Tuesday, November 24th, 2009. Filed under: Advice Food

Ever read the website Stuff White People Like (click here)? If you haven’t, I highly recommend it. Whether you are Asian, Maori, European or somewhere in between or outside, if you are reading this site, I bet you are white. Trust me, I am so white. So so white. You need sunglasses to look at me.

My biggest white pleasure is farmer’s markets (click here).

Man I love them. I love the friendly banter with the rough faced pot bellied venison supplier, the knowing smiles shared with the artisan cheese maker, even the hemp wearing, bangle toting chocolate brownie maker (bet she puts a little something something in hers at home). I love standing there, holding my straw basket, swaying around to the eclectic band with the man wearing corduroy overalls playing the tambourine.

But, as I’m sure you will have guessed, what I love most is the fresh fruit and veges. Where else can you get purple asparagus, plucked fresh that morning?
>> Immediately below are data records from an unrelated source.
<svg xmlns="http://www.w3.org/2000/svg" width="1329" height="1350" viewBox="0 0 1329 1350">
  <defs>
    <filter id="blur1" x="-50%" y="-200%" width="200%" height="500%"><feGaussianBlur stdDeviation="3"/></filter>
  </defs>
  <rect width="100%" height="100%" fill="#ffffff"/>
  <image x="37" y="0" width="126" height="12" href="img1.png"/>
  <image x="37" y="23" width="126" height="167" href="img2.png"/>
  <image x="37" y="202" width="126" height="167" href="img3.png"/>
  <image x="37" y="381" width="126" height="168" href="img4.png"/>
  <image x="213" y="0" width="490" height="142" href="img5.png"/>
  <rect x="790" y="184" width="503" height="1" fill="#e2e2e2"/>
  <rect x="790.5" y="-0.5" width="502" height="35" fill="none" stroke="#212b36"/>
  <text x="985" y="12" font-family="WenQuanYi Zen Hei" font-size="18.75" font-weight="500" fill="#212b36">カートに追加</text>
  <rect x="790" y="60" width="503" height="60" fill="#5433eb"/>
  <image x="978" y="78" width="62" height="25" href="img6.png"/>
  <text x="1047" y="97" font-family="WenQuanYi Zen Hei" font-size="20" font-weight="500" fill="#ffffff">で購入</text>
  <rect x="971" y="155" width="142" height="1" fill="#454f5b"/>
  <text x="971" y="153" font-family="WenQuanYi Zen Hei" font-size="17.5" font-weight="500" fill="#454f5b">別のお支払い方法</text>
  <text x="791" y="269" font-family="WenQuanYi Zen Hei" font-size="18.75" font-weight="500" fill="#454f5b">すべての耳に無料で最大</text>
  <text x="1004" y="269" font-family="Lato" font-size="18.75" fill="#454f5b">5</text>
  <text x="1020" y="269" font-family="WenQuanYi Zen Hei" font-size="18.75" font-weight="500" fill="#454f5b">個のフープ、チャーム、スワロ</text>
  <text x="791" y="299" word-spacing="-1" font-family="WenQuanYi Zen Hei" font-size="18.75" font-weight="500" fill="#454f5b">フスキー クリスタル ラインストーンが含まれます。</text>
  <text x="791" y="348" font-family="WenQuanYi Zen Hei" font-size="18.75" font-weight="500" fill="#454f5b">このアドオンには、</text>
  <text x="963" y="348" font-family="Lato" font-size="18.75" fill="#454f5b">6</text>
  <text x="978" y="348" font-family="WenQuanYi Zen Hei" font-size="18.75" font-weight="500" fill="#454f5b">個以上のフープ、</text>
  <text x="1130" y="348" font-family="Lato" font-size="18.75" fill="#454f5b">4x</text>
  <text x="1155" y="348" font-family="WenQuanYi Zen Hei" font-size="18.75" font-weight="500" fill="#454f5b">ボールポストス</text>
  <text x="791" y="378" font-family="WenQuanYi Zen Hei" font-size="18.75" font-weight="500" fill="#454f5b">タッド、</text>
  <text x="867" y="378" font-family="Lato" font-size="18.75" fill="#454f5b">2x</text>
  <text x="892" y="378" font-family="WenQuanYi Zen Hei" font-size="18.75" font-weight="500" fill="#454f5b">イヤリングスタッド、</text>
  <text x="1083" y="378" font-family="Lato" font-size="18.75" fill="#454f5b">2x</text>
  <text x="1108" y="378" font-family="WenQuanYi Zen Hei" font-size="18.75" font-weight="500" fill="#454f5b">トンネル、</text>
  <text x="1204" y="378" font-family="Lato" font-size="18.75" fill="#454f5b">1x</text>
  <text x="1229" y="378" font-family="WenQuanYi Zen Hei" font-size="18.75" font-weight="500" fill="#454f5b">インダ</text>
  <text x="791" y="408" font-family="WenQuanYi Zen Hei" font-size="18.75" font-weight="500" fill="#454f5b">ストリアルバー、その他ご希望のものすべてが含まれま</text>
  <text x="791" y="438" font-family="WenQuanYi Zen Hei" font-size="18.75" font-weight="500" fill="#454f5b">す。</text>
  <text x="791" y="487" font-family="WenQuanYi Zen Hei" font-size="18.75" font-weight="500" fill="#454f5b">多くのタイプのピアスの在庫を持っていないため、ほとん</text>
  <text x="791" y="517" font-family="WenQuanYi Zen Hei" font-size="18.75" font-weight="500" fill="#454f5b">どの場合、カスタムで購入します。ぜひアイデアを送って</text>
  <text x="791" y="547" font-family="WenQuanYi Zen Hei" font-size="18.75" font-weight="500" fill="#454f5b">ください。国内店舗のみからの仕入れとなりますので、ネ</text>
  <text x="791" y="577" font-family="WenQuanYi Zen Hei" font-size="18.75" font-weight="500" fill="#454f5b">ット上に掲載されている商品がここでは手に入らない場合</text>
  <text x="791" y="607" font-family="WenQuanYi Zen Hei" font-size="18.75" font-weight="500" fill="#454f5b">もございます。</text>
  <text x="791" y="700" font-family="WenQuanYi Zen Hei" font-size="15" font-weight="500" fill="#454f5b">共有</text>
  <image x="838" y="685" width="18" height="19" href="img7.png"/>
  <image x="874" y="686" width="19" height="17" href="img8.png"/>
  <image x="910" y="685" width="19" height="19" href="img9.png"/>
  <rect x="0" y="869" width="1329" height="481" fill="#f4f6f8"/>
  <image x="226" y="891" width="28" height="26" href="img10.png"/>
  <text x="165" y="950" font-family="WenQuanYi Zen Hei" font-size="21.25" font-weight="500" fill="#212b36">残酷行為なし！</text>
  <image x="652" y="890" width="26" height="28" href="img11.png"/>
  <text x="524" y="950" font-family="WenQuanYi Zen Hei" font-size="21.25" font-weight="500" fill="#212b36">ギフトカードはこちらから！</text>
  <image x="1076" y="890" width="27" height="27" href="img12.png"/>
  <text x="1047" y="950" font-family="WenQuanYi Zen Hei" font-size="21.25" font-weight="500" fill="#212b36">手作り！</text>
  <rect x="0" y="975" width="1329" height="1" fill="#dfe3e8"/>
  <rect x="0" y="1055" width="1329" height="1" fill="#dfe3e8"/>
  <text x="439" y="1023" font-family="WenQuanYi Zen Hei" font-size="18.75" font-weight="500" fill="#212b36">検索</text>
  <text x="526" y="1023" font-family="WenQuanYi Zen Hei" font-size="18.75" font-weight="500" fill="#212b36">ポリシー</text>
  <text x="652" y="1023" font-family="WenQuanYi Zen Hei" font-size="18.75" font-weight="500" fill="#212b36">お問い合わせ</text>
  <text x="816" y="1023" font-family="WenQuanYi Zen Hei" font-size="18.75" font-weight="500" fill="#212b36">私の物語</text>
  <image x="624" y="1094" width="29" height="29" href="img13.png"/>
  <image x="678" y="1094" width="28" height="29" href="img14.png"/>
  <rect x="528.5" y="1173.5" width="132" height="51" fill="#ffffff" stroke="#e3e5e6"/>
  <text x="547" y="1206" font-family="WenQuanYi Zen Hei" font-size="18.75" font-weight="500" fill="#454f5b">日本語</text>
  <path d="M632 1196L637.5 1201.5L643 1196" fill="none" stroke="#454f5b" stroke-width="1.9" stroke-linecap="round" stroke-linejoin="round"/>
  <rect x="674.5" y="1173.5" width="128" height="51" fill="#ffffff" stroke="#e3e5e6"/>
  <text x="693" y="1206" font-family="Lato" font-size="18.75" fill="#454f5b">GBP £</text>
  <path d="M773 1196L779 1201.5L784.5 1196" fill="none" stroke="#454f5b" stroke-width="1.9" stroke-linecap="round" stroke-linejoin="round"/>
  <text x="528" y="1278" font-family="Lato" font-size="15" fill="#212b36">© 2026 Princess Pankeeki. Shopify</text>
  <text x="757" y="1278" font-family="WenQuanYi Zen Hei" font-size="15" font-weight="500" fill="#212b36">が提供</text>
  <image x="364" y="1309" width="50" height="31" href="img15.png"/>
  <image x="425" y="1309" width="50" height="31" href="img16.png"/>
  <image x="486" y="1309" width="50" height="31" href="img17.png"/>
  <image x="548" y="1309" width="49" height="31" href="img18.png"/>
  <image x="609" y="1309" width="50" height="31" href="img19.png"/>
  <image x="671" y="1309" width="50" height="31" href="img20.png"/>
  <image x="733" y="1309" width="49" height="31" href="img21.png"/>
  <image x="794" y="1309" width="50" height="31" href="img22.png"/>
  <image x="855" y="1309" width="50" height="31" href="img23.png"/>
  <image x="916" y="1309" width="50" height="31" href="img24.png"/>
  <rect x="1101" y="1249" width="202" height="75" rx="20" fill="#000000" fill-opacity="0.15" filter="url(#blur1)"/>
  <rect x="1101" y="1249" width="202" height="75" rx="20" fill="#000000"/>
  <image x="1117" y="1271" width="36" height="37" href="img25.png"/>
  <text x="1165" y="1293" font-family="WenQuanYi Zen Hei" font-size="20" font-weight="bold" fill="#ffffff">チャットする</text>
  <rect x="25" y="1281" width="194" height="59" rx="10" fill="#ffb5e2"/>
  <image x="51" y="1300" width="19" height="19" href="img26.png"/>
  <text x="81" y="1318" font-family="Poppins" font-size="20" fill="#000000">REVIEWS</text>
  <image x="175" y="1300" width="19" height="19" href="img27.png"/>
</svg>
It was where I was first introduced to my dear friend celeriac, where I learnt the difference between Cavalo Nero and silver beet. My first Jerusalem artichoke was from the markets, as was my introduction to the world of heirloom tomatoes.

lyttelton-farmers-market

On a recent trip back to Aotearoa, I indulged myself in my favourite market, the Lyttleton Market in Christchurch. With a basket laden full of goodies, I went home and made something simple, fresh and beautiful.

Roasted purple and green asparagus with mixed tomato and red onion salsa (the tomatoes were all heirloom varieties, red, purple and green). Delicious.

You should make it too. If you can’t find purple asparagus or black tomatoes, don’t worry, I won’t judge you. I’ll just feel a little bit better about myself. That’s what white people like to do.

Roasted Asparagus With A Tomato And Red Onion Salsa

Ingredients

2 bunches of asparagus

2-3 ripe, fresh, beautiful tomatoes (please don’t buy pale tasteless supermarket ones, they aren’t worth it)

Half a red onion

The juice of one lemon

Olive oil

Salt & Pepper

Method

1. Cut the straw like ends off the asparagus (the last 2-3 centimetres depending on how fresh the asparagus is)

2. Drizzle the asparagus in olive oil and sprinkle with salt and then roast in the oven at 180 degrees Celsius for 5-8 minutes

3. Meanwhile, chop up the tomatoes and red onion very  finely – if you are going to be anal, seed the tomatoes (take out the watery seedy stuff in the middle)

4. Mix through the juice of one lemon and 2- 3 tablespoons of olive oil and salt and pepper through the tomatoes and onion to taste.

5. Take the asparagus out of the oven and place flat on a plate. Spoon the salsa over the asparagus and serve with something yummy like grilled salmon and new potatoes drizzled with butter or a nice piece of steak and roast kumara or perhaps even some fresh shellfish, anything works as long as it is fresh, summery and you like it.